= Stored data =

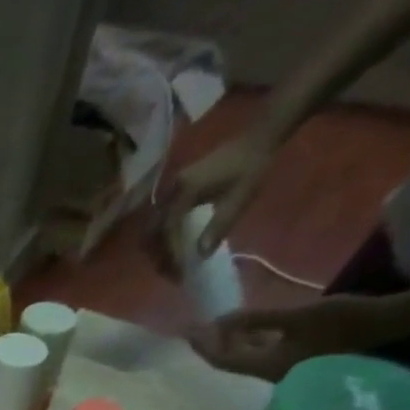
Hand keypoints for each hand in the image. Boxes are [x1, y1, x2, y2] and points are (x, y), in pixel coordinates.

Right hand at [146, 129, 278, 276]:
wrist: (258, 137)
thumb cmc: (252, 166)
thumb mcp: (240, 197)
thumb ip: (220, 224)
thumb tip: (201, 255)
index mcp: (184, 192)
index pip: (167, 230)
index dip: (169, 253)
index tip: (178, 271)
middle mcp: (171, 192)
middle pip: (152, 231)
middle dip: (158, 254)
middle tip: (171, 272)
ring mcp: (170, 191)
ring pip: (152, 227)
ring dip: (158, 248)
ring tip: (171, 263)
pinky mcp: (175, 192)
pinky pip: (160, 220)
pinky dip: (162, 237)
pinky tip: (173, 247)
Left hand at [189, 293, 409, 379]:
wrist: (387, 326)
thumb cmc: (344, 321)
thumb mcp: (296, 317)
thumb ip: (257, 320)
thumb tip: (221, 321)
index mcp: (266, 367)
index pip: (222, 360)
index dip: (203, 345)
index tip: (187, 330)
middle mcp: (268, 373)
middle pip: (230, 360)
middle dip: (212, 344)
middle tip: (197, 326)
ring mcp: (281, 368)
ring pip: (245, 356)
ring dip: (230, 342)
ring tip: (215, 324)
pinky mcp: (294, 359)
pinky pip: (261, 352)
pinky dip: (249, 340)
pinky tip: (244, 327)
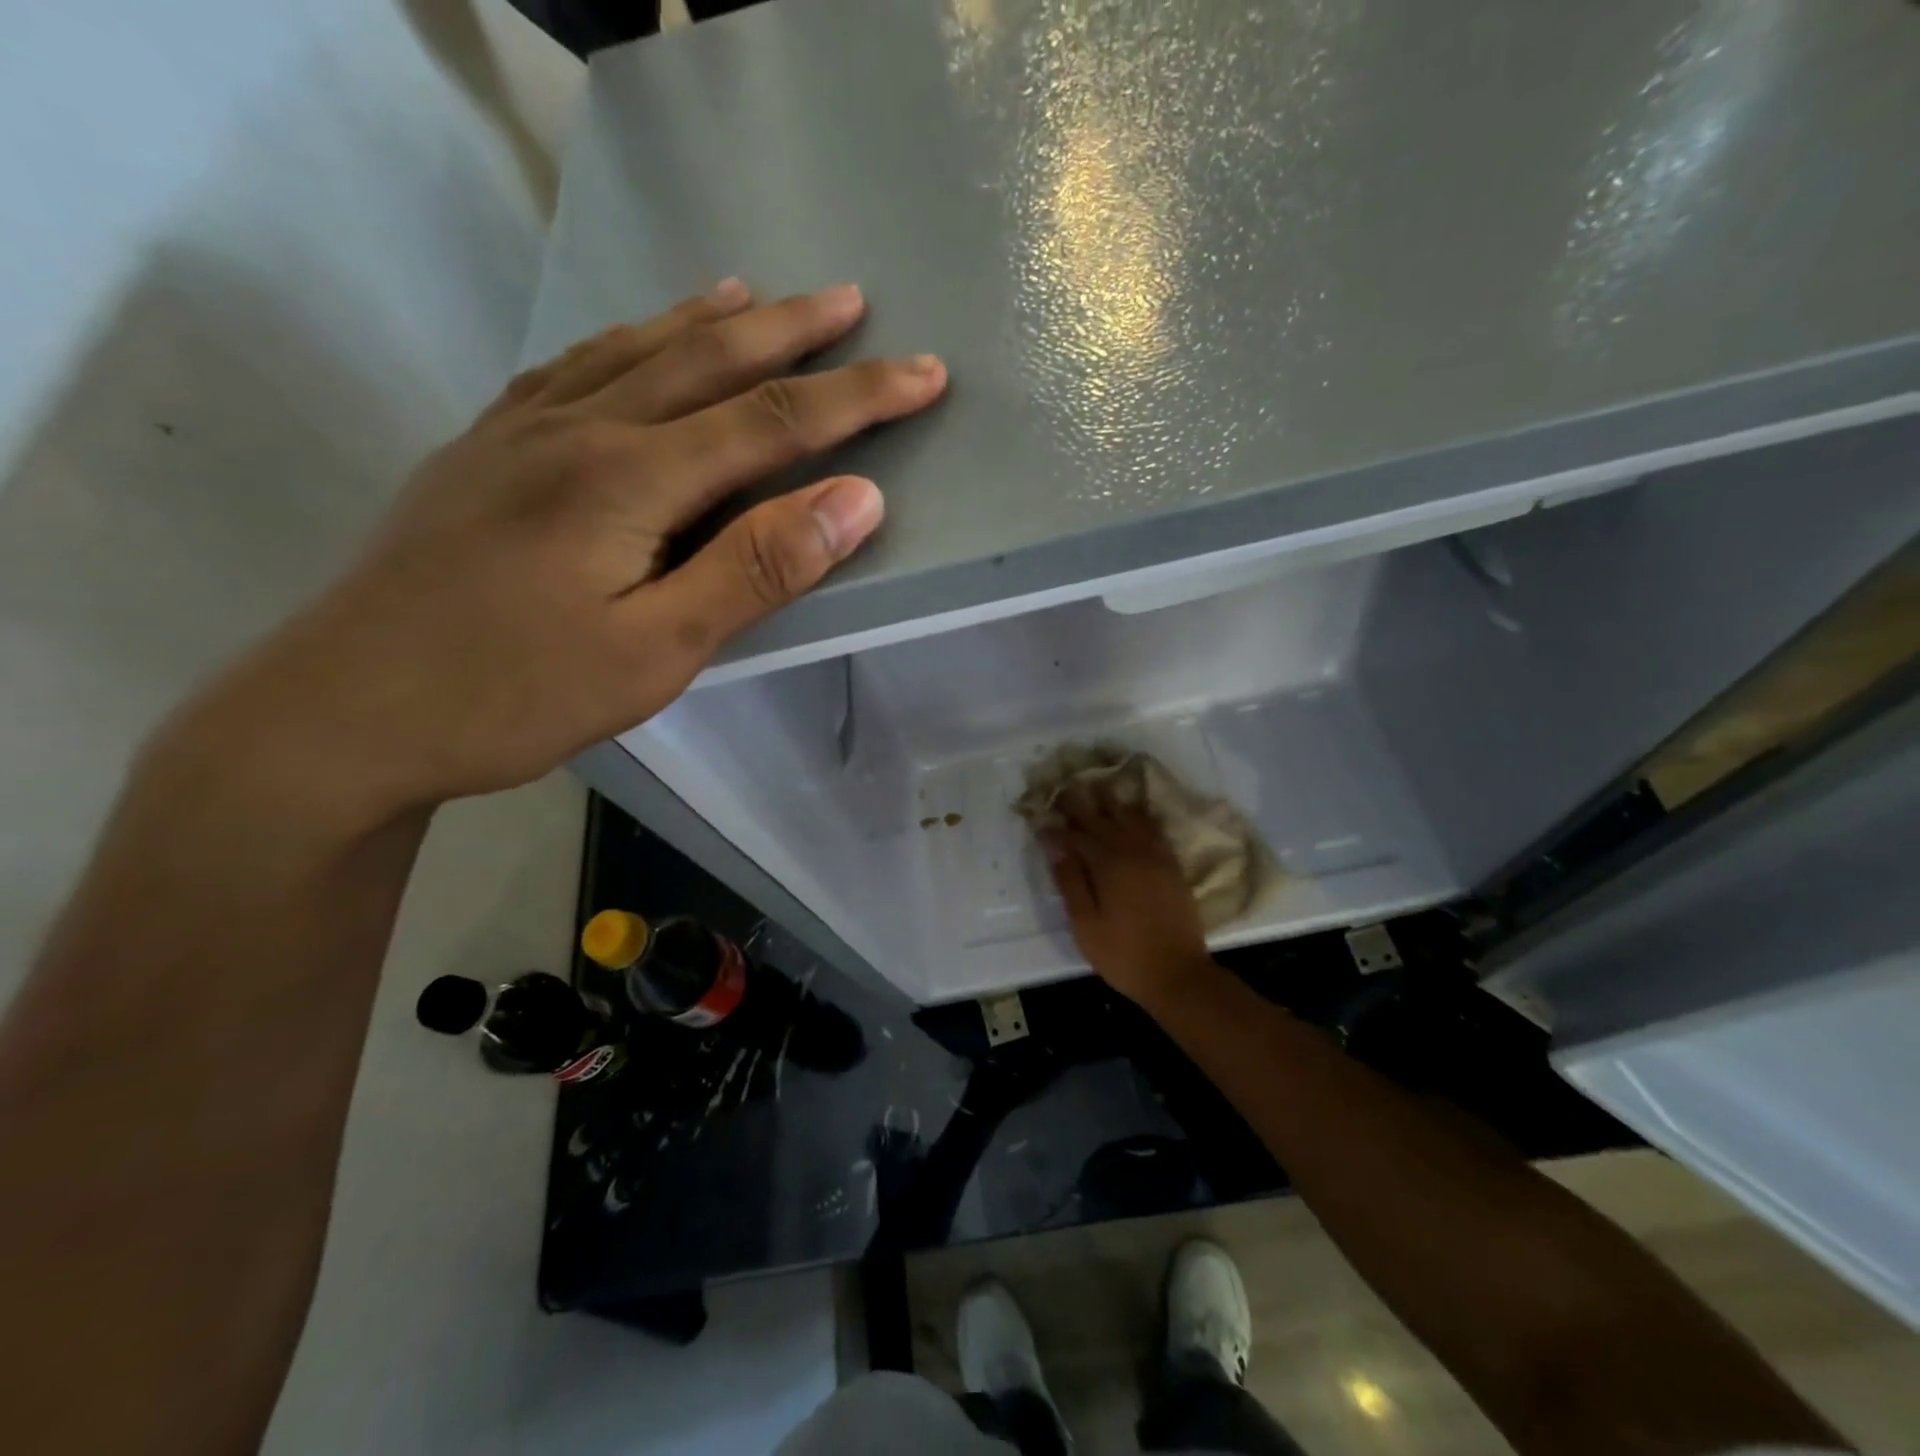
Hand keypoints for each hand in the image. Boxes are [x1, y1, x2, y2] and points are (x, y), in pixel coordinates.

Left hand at [168, 280, 945, 828]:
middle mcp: (579, 429)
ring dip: (707, 320)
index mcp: (629, 477)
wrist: (347, 709)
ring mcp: (522, 432)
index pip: (772, 421)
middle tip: (851, 300)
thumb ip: (758, 568)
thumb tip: (856, 501)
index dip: (858, 398)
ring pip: (635, 350)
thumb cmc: (516, 693)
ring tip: (755, 293)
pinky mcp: (485, 450)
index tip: (924, 375)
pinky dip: (626, 341)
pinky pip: (572, 369)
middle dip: (791, 331)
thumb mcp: (659, 650)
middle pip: (706, 361)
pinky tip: (637, 340)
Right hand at [1039, 782, 1214, 1006]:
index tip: (1040, 814)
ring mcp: (1156, 857)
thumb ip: (1071, 882)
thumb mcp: (1086, 925)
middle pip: (1103, 819)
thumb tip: (1056, 846)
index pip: (1076, 836)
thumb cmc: (1123, 954)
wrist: (1178, 975)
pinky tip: (1134, 811)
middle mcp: (1132, 852)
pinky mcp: (1172, 867)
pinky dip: (1141, 816)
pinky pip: (1155, 830)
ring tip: (1098, 786)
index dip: (1057, 825)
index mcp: (1108, 866)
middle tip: (1066, 786)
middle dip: (1082, 803)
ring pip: (1131, 818)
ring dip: (1112, 802)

= Work order =
The range runs from the line above containing "thumb tip: (221, 321)" to the line containing "pinky mcp: (294, 359)", inclusive. Restate those lines word for word and no others.

= Answer for this exercise =
thumb tip: (221, 321)
index mcp: (266, 367)
index pip: (222, 360)
index dip: (203, 345)
index tip: (187, 330)
middle mcp: (268, 373)
middle pip: (230, 360)
middle dip: (212, 344)
middle tip: (197, 326)
ring mcp: (281, 368)
ring pip: (245, 356)
ring dip: (230, 342)
ring tip: (215, 324)
pinky mcp: (294, 359)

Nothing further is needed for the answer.